:: EXERCISE PROMPT ::
Copy the data exactly, keeping every line intact.

:: AVAILABLE RECORDS ::
******
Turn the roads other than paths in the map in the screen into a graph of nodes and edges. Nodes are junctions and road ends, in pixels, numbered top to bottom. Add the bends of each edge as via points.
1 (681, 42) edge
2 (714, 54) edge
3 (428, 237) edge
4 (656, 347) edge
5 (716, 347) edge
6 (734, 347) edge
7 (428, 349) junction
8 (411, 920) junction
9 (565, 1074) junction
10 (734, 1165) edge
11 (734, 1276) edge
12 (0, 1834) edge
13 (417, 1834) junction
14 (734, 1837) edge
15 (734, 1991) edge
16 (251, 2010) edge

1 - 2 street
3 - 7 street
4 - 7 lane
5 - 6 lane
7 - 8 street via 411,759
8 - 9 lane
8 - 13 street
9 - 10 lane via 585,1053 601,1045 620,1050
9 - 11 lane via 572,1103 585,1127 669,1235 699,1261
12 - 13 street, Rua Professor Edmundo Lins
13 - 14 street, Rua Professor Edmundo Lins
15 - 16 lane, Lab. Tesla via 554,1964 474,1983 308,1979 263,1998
******
:: OUTPUT ::
Turn the roads other than paths in the map in the screen into a graph of nodes and edges. Nodes are junctions and road ends, in pixels, numbered top to bottom. Add the bends of each edge as via points.
1 (681, 42) edge
2 (714, 54) edge
3 (428, 237) edge
4 (656, 347) edge
5 (716, 347) edge
6 (734, 347) edge
7 (428, 349) junction
8 (411, 920) junction
9 (565, 1074) junction
10 (734, 1165) edge
11 (734, 1276) edge
12 (0, 1834) edge
13 (417, 1834) junction
14 (734, 1837) edge
15 (734, 1991) edge
16 (251, 2010) edge

1 - 2 street
3 - 7 street
4 - 7 lane
5 - 6 lane
7 - 8 street via 411,759
8 - 9 lane
8 - 13 street
9 - 10 lane via 585,1053 601,1045 620,1050
9 - 11 lane via 572,1103 585,1127 669,1235 699,1261
12 - 13 street, Rua Professor Edmundo Lins
13 - 14 street, Rua Professor Edmundo Lins
15 - 16 lane, Lab. Tesla via 554,1964 474,1983 308,1979 263,1998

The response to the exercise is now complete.